My last game I was growing 1 pop/turn and just exponentially increasing production. I had like 500 production in that city by endgame... and about 40 population.

There are literally so many broken strategies in this expansion pack I don't think they play tested anything at all.
 
Couple with the Benthic Auger in a high-pop aquatic city, a water refinery, purity super farms and one of the +1 prod terraforming satellites - you now have +6 production on every single coastal tile. If you have any strategic resources you can add the +3 prod/strat res agreement and whatever improvement. I had a 15 production tile with a titanium mine.

My last game I was growing 1 pop/turn and just exponentially increasing production. I had like 500 production in that city by endgame... and about 40 population.

There are literally so many broken strategies in this expansion pack I don't think they play tested anything at all.

I actually believe the game was designed that way; to have different strategies we would find "overpowered". If you played starships, it's exactly the same way.
 
Nah, the balance problems we see are just a lack of QA. There is a difference between designing powerful/competetive strategic approaches and plain imbalanced numbers.
 
My last game I was growing 1 pop/turn and just exponentially increasing production. I had like 500 production in that city by endgame... and about 40 population.

There are literally so many broken strategies in this expansion pack I don't think they play tested anything at all.

:lol: One city Cloning Vats. That Benthic Auger is nuts. Euphotic Strand is closer to the mark for an interesting wonder. (+1 Science per Coast, aquatic exclusive). The power differences between Wonders is ... rather large. PAC might make a good Purity faction, I guess.
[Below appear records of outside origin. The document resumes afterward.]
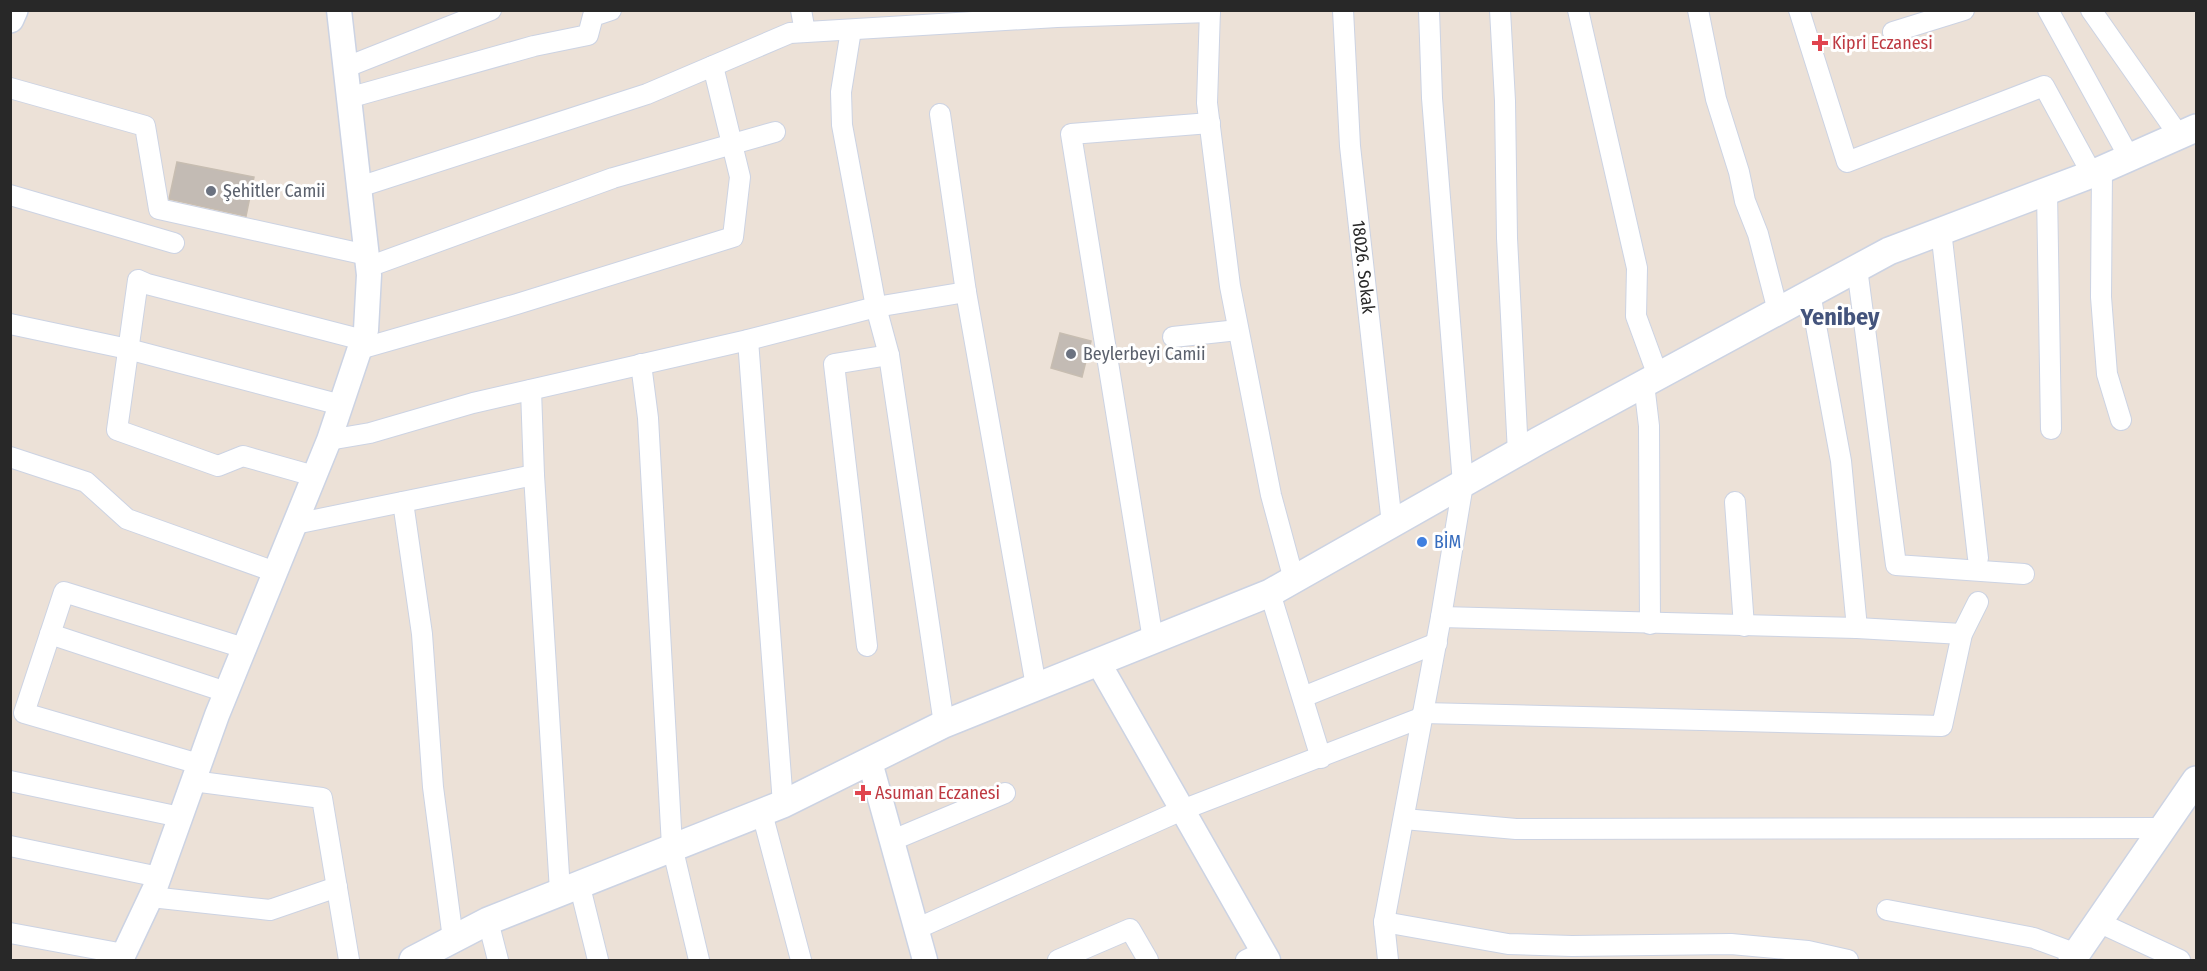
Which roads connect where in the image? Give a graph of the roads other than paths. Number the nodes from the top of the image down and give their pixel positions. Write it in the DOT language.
graph roads {
  1 [pos="14,10"];
  2 [pos="339,10"];
  3 [pos="491,10"];
  4 [pos="611,10"];
  5 [pos="801,10"];
  6 [pos="1343,10"];
  7 [pos="1429,10"];
  8 [pos="1500,10"];
  9 [pos="1578,10"];
  10 [pos="1698,10"];
  11 [pos="1799,10"];
  12 [pos="1964,10"];
  13 [pos="2048,10"];
  14 [pos="2091,10"];
  15 [pos="1210,11"];
  16 [pos="10,19"];
  17 [pos="851,30"];
  18 [pos="805,32"];
  19 [pos="1893,32"];
  20 [pos="713,66"];
  21 [pos="344,68"];
  22 [pos="10,88"];
  23 [pos="348,98"];
  24 [pos="940,114"];
  25 [pos="1210,123"];
  26 [pos="775,132"];
  27 [pos="2188,132"];
  28 [pos="732,144"];
  29 [pos="2129,157"];
  30 [pos="2097,172"];
  31 [pos="358,187"];
  32 [pos="2047,191"];
  33 [pos="10,195"];
  34 [pos="1941,230"];
  35 [pos="174,243"];
  36 [pos="368,261"];
  37 [pos="1857,268"];
  38 [pos="966,292"];
  39 [pos="1810,293"];
  40 [pos="876,307"];
  41 [pos="1778,310"];
  42 [pos="10,324"];
  43 [pos="1238,330"];
  44 [pos="1173,337"];
  45 [pos="748,340"];
  46 [pos="361,345"];
  47 [pos="128,349"];
  48 [pos="889,355"];
  49 [pos="640,364"];
  50 [pos="1651,380"];
  51 [pos="531,390"];
  52 [pos="341,405"];
  53 [pos="2121,420"];
  54 [pos="2051,429"];
  55 [pos="329,440"];
  56 [pos="1518,453"];
  57 [pos="10,457"];
  58 [pos="534,474"];
  59 [pos="315,476"];
  60 [pos="1463,484"];
  61 [pos="403,502"];
  62 [pos="1735,502"];
  63 [pos="295,524"];
  64 [pos="1392,524"];
  65 [pos="1978,558"];
  66 [pos="275,572"];
  67 [pos="2024,574"];
  68 [pos="1294,580"];
  69 [pos="1270,593"];
  70 [pos="1978,602"];
  71 [pos="1441,617"];
  72 [pos="1650,624"];
  73 [pos="1744,626"];
  74 [pos="1857,628"];
  75 [pos="50,634"];
  76 [pos="1962,634"];
  77 [pos="1153,640"];
  78 [pos="1437,643"];
  79 [pos="867,646"];
  80 [pos="244,648"];
  81 [pos="1098,662"];
  82 [pos="1036,686"];
  83 [pos="226,692"];
  84 [pos="1303,697"];
  85 [pos="1423,715"];
  86 [pos="944,724"];
  87 [pos="1321,758"];
  88 [pos="870,762"];
  89 [pos="196,773"];
  90 [pos="2196,780"];
  91 [pos="10,781"];
  92 [pos="1005,793"];
  93 [pos="773,808"];
  94 [pos="1182,810"];
  95 [pos="180,816"];
  96 [pos="1404,819"];
  97 [pos="2162,828"];
  98 [pos="892,840"];
  99 [pos="10,846"];
  100 [pos="672,846"];
  101 [pos="155,887"];
  102 [pos="337,887"];
  103 [pos="570,887"];
  104 [pos="1887,910"];
  105 [pos="488,921"];
  106 [pos="1384,922"];
  107 [pos="2098,922"];
  108 [pos="916,929"];
  109 [pos="10,933"];
  110 [pos="453,939"];
  111 [pos="1807,956"];
  112 [pos="122,957"];
  113 [pos="2074,957"];
  114 [pos="1259,958"];
  115 [pos="350,960"];
  116 [pos="413,960"];
  117 [pos="498,960"];
  118 [pos="598,960"];
  119 [pos="699,960"];
  120 [pos="801,960"];
  121 [pos="925,960"];
  122 [pos="1058,960"];
  123 [pos="1148,960"];
  124 [pos="1388,960"];
  125 [pos="1848,960"];
  126 [pos="2180,960"];
  1 -- 16 [label="main road"];
  2 -- 21 [label="street"];
  3 -- 21 [label="street"];
  4 -- 23 [label="street"];
  5 -- 18 [label="street"];
  6 -- 64 [label="street, 18026. Sokak"];
  7 -- 60 [label="street"];
  8 -- 56 [label="street"];
  9 -- 50 [label="street"];
  10 -- 41 [label="street"];
  11 -- 30 [label="street"];
  12 -- 19 [label="street"];
  13 -- 29 [label="street"];
  14 -- 27 [label="street"];
  15 -- 17 [label="street"];
  15 -- 25 [label="street"];
  17 -- 18 [label="street"];
  17 -- 40 [label="street"];
  18 -- 20 [label="street"];
  20 -- 28 [label="street"];
  20 -- 31 [label="street"];
  21 -- 23 [label="street"];
  22 -- 36 [label="street"];
  23 -- 31 [label="street"];
  24 -- 38 [label="street"];
  25 -- 43 [label="street"];
  25 -- 77 [label="street"];
  26 -- 28 [label="street"];
  27 -- 29 [label="main road"];
  28 -- 36 [label="street"];
  28 -- 46 [label="street"];
  29 -- 30 [label="main road"];
  30 -- 32 [label="main road"];
  30 -- 53 [label="street"];
  31 -- 36 [label="street"];
  32 -- 34 [label="main road"];
  32 -- 54 [label="street"];
  33 -- 35 [label="street"];
  34 -- 37 [label="main road"];
  34 -- 65 [label="street"];
  36 -- 46 [label="street"];
  37 -- 39 [label="main road"];
  37 -- 67 [label="street"];
  38 -- 40 [label="street"];
  38 -- 82 [label="street"];
  39 -- 41 [label="main road"];
  39 -- 74 [label="street"];
  40 -- 45 [label="street"];
  40 -- 48 [label="street"];
  41 -- 50 [label="main road"];
  42 -- 47 [label="street"];
  43 -- 44 [label="street"];
  43 -- 68 [label="street"];
  45 -- 49 [label="street"];
  45 -- 93 [label="street"];
  46 -- 47 [label="street"];
  46 -- 52 [label="street"];
  47 -- 52 [label="street"];
  47 -- 59 [label="street"];
  48 -- 79 [label="street"];
  48 -- 86 [label="street"];
  49 -- 51 [label="street"];
  49 -- 100 [label="street"];
  50 -- 56 [label="main road"];
  50 -- 72 [label="street"];
  51 -- 55 [label="street"];
  51 -- 58 [label="street"];
  52 -- 55 [label="street"];
  55 -- 59 [label="street"];
  56 -- 60 [label="main road"];
  57 -- 66 [label="street"];
  58 -- 61 [label="street"];
  58 -- 103 [label="street"];
  59 -- 63 [label="street"];
  60 -- 64 [label="main road"];
  60 -- 71 [label="street"];
  61 -- 63 [label="street"];
  61 -- 110 [label="street"];
  62 -- 73 [label="street"];
  63 -- 66 [label="street"];
  64 -- 68 [label="main road"];
  66 -- 80 [label="street"];
  68 -- 69 [label="main road"];
  69 -- 77 [label="main road"];
  69 -- 84 [label="street"];
  70 -- 76 [label="street"];
  71 -- 72 [label="street"];
  71 -- 78 [label="street"];
  72 -- 73 [label="street"];
  73 -- 74 [label="street"];
  74 -- 76 [label="street"];
  75 -- 80 [label="street"];
  75 -- 83 [label="street"];
  75 -- 89 [label="street"];
  76 -- 85 [label="street"];
  77 -- 81 [label="main road"];
  78 -- 84 [label="street"];
  78 -- 85 [label="street"];
  80 -- 83 [label="street"];
  81 -- 82 [label="main road"];
  81 -- 94 [label="street"];
  82 -- 86 [label="main road"];
  83 -- 89 [label="street"];
  84 -- 87 [label="street"];
  85 -- 87 [label="street"];
  85 -- 96 [label="street"];
  86 -- 88 [label="main road"];
  87 -- 94 [label="street"];
  88 -- 93 [label="main road"];
  88 -- 98 [label="street"];
  89 -- 95 [label="street"];
  89 -- 102 [label="street"];
  90 -- 97 [label="main road"];
  91 -- 95 [label="street"];
  92 -- 98 [label="street"];
  93 -- 100 [label="main road"];
  93 -- 120 [label="street"];
  94 -- 108 [label="street"];
  94 -- 114 [label="street"];
  95 -- 101 [label="street"];
  96 -- 97 [label="street"];
  96 -- 106 [label="street"];
  97 -- 107 [label="main road"];
  98 -- 108 [label="street"];
  99 -- 101 [label="street"];
  100 -- 103 [label="main road"];
  100 -- 119 [label="street"];
  101 -- 102 [label="street"];
  101 -- 112 [label="street"];
  102 -- 115 [label="street"];
  103 -- 105 [label="main road"];
  103 -- 118 [label="street"];
  104 -- 113 [label="street"];
  105 -- 110 [label="main road"];
  105 -- 117 [label="street"];
  106 -- 111 [label="street"];
  106 -- 124 [label="street"];
  107 -- 113 [label="main road"];
  107 -- 126 [label="street"];
  108 -- 121 [label="street"];
  109 -- 112 [label="street"];
  110 -- 116 [label="main road"];
  111 -- 125 [label="street"];
  122 -- 123 [label="street"];
}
I get the sense that there isn't much of a coherent design vision here: there must be some voices pushing for powerful effects and others reigning them in. This might be why the game feels so disjointed between phases of exponential growth and phases of idleness.

Most Civ veterans would prefer a tighter strategy game, but maybe we're not the target audience here. Not that this game seems to have much traction with other crowds.
 
Having many broken ideas is better than just having one, and it's impossible to weigh them against each other without extensive public testing (see: Starcraft). The Benthic Augur is very nice, but without Al Falah's leveraged power plus the agreements and a centralized trading route setup to distribute the food, it's not broken. Arguably, given the limited benefits of large cities, it's not broken even then.

Centralized trading networks is what makes Al Falah strong, but I think the TRs are a little insane in BERT. Release BE had maybe 3 per city - and the Autoplant flavor choice of how you want to play. With a centralized growth plan on any Civ, you could get something like 6 in your capital and 4 or so in every other city. It's a lot less in-your-face about is thanks to automation, but it's more powerful than it was at release. Slower, too, since you can't buy the trade depot - that was a reasonable scale-back.

On the plus side, I don't think you need any of that to keep up.
 
It's better to have interesting mechanics that are overpowered than ones that are boring and weak.

Interesting abilities can be patched to be fair. Boring ones can be powered up but they are still boring.
 
I was about to start a new thread and ask the same exact ?? as the OP. some of the explanations are really not clear (at least to me) :undecide::dubious:
 
I was about to start a new thread and ask the same exact ?? as the OP. some of the explanations are really not clear (at least to me) :undecide::dubious:

Okay? But the question has already been answered above (twice).
 
Al-Falah: so optimized in producing it can turn everything into anything efficiently. Makes you wonder how they survived the generations ship. Are they sometimes cannibal?

No, their droppings are more efficiently recycled. ;)
 
One (situational) strategy that I've found for Al Falah is a timing push on an critical affinity level. You can avoid grabbing affinity techs while you build an army, then switch all cities to science production and crank out one or two cheap affinity technologies. I did this with Tacjets when dealing with some very difficult terrain, saved myself 100 production per plane.